▶ [Activity]: Please read the records below and return each line holding the string "Beresford".

(Collected data entries)
# # # # #

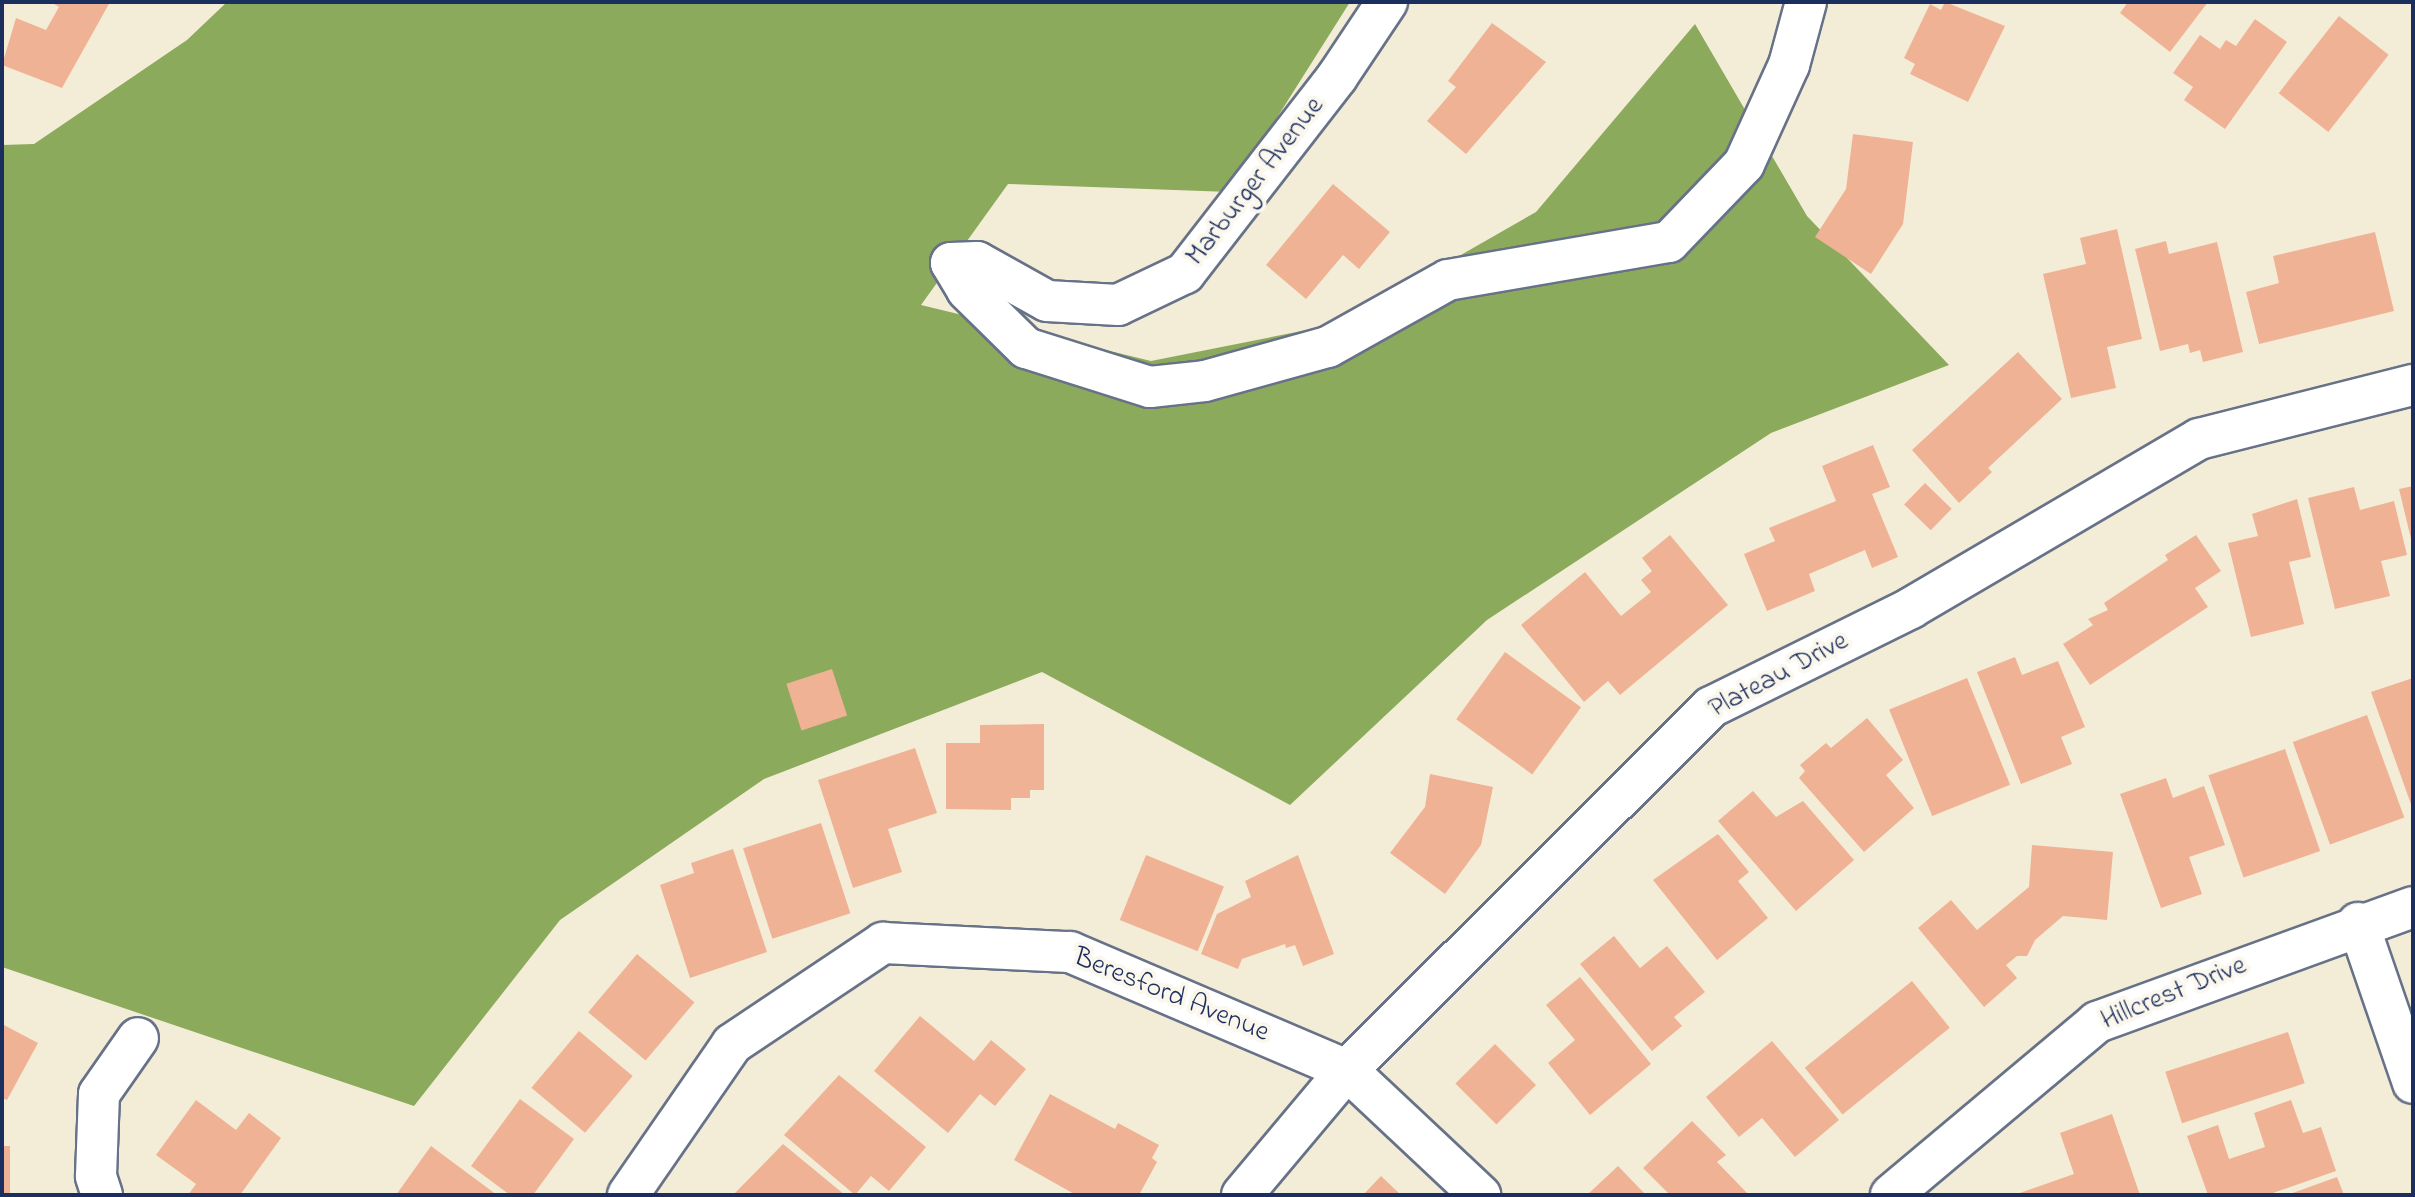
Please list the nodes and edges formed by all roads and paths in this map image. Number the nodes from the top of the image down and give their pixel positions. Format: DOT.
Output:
graph roads {
  1 [pos="1387,2"];
  2 [pos="1806,2"];
  3 [pos="2413,385"];
  4 [pos="2413,907"];
  5 [pos="2358,923"];
  6 [pos="138,1038"];
  7 [pos="1347,1070"];
  8 [pos="2413,1083"];
  9 [pos="1933,1180"];
  10 [pos="102,1195"];
  11 [pos="628,1195"];
  12 [pos="1242,1195"];
  13 [pos="1480,1195"];
  14 [pos="1891,1195"];
  1 -- 2 [label="street, Marburger Avenue"];
  3 -- 7 [label="street, Plateau Drive"];
  4 -- 5 [label="street, Hillcrest Drive"];
  5 -- 8 [label="street"];
  5 -- 9 [label="street, Hillcrest Drive"];
  6 -- 10 [label="street"];
  7 -- 11 [label="street, Beresford Avenue"];
  7 -- 12 [label="street, Plateau Drive"];
  7 -- 13 [label="street, Beresford Avenue"];
  9 -- 14 [label="street, Hillcrest Drive"];
}
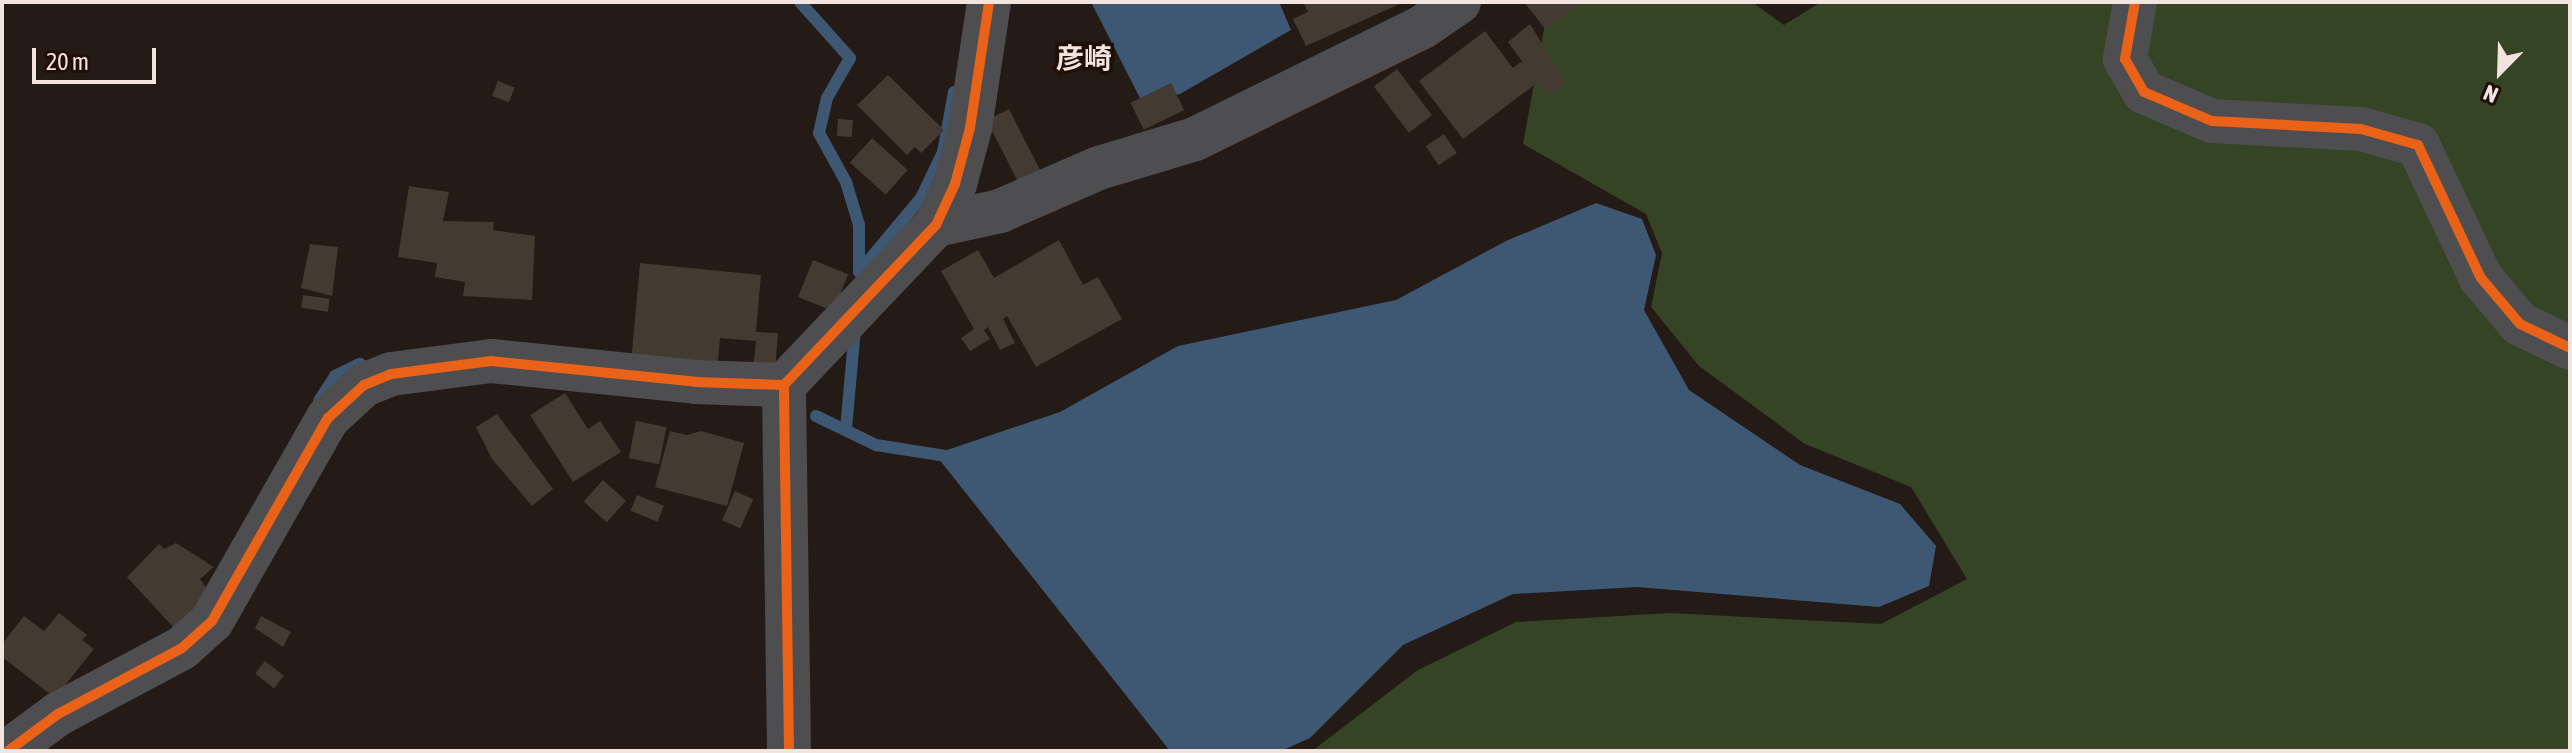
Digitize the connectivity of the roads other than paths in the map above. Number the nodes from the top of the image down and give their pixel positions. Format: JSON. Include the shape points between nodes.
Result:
{"nodes":[{"id":1,"x":989,"y":2,"type":"edge"},
{"id":2,"x":1459,"y":2,"type":"edge"},
{"id":3,"x":2135,"y":2,"type":"edge"},
{"id":4,"x":936,"y":225,"type":"junction"},
{"id":5,"x":2570,"y":348,"type":"edge"},
{"id":6,"x":784,"y":385,"type":"junction"},
{"id":7,"x":8,"y":751,"type":"edge"},
{"id":8,"x":789,"y":751,"type":"edge"}],
"edges":[{"from":1,"to":4,"type":"street","via":[[970,128],[955,184]]},
{"from":2,"to":4,"type":"street","via":[[1421,28],[1195,139],[1099,168],[1000,211]]},
{"from":3,"to":5,"type":"street","via":[[2125,59],[2144,92],[2212,121],[2361,129],[2418,145],[2481,278],[2520,324]]},
{"from":4,"to":6,"type":"street"},
{"from":6,"to":7,"type":"street","via":[[696,382],[491,361],[391,374],[364,385],[328,418],[212,621],[182,648],[58,714]]},
{"from":6,"to":8,"type":"street"}]}
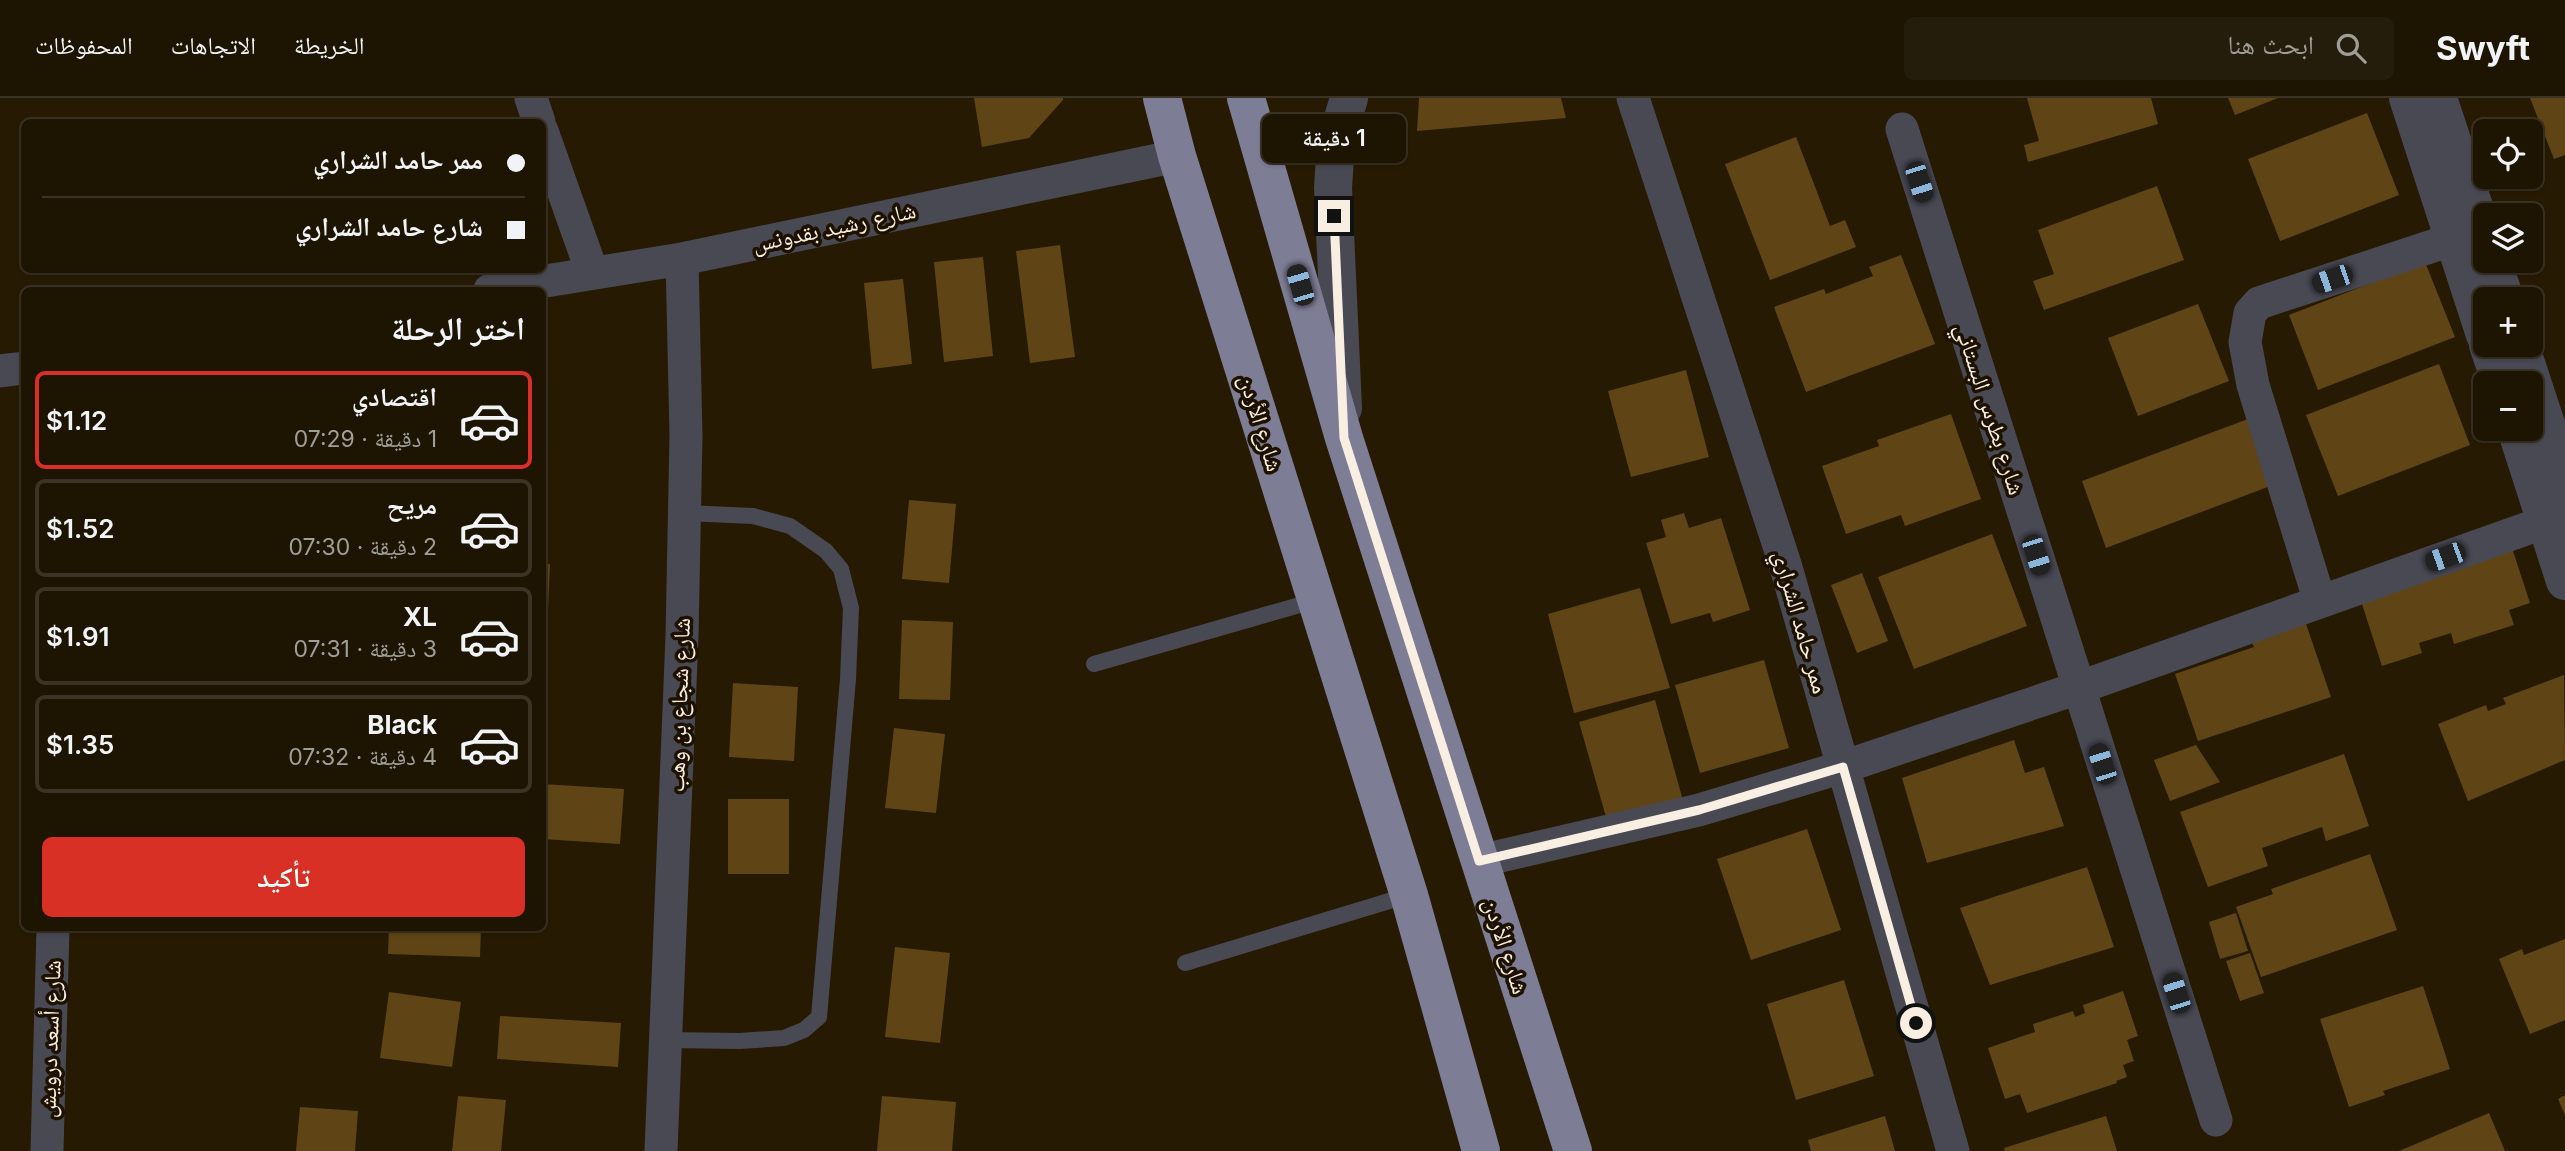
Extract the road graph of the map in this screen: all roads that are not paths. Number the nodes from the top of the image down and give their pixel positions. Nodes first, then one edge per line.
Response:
1 (531, 98) edge
2 (1162, 98) edge
3 (1246, 98) edge
4 (1349, 98) edge
5 (1633, 98) edge
6 (2408, 98) edge
7 (2438, 98) edge
8 (539, 119) edge
9 (1902, 129) dead end
10 (546, 142) edge
11 (1177, 156) junction
12 (2473, 225) edge
13 (2473, 233) edge
14 (2473, 244) edge
15 (682, 259) junction
16 (593, 272) junction
17 (507, 287) edge
18 (2523, 357) edge
19 (21, 368) edge
20 (0, 371) edge
21 (1344, 438) junction
22 (2521, 441) edge
23 (2565, 482) edge
24 (685, 513) junction
25 (2555, 518) edge
26 (2565, 581) edge
27 (1317, 600) junction
28 (2320, 602) junction
29 (1094, 664) dead end
30 (2078, 688) junction
31 (1843, 767) junction
32 (1479, 861) junction
33 (1409, 895) junction
34 (53, 931) edge
35 (1185, 963) dead end
36 (665, 1040) junction
37 (2216, 1120) dead end
38 (47, 1151) edge
39 (662, 1151) edge
40 (1481, 1151) edge
41 (1573, 1151) edge
42 (1953, 1151) edge

1 - 8 street
2 - 11 highway, شارع الأردن
3 - 21 highway, شارع الأردن
4 - 21 street
5 - 31 street, ممر حامد الشراري
6 - 13 street
7 - 12 street
9 - 30 street, شارع بطرس البستاني
10 - 16 street
11 - 15 street, شارع رشيد بقدونس
11 - 27 highway, شارع الأردن
14 - 28 street
15 - 16 street, شارع رشيد بقدونس
15 - 24 street, شارع شجاع بن وهب
16 - 17 street, شارع رشيد بقدونس
18 - 23 street
19 - 20 street
21 - 32 highway, شارع الأردن
22 - 25 street
24 - 36 street, شارع شجاع بن وهب
24 - 36 lane
25 - 26 street
25 - 28 street
27 - 29 lane
27 - 33 highway, شارع الأردن
28 - 30 street
30 - 31 street
30 - 37 street, شارع بطرس البستاني
31 - 32 street
31 - 42 street, ممر حامد الشراري
32 - 41 highway, شارع الأردن
33 - 35 lane
33 - 40 highway, شارع الأردن
34 - 38 street, شارع أسعد درويش
36 - 39 street, شارع شجاع بن وهب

# # # # #

▶ [Your solution]:
  7 -- 11 [label="street, Beresford Avenue"];
  7 -- 13 [label="street, Beresford Avenue"];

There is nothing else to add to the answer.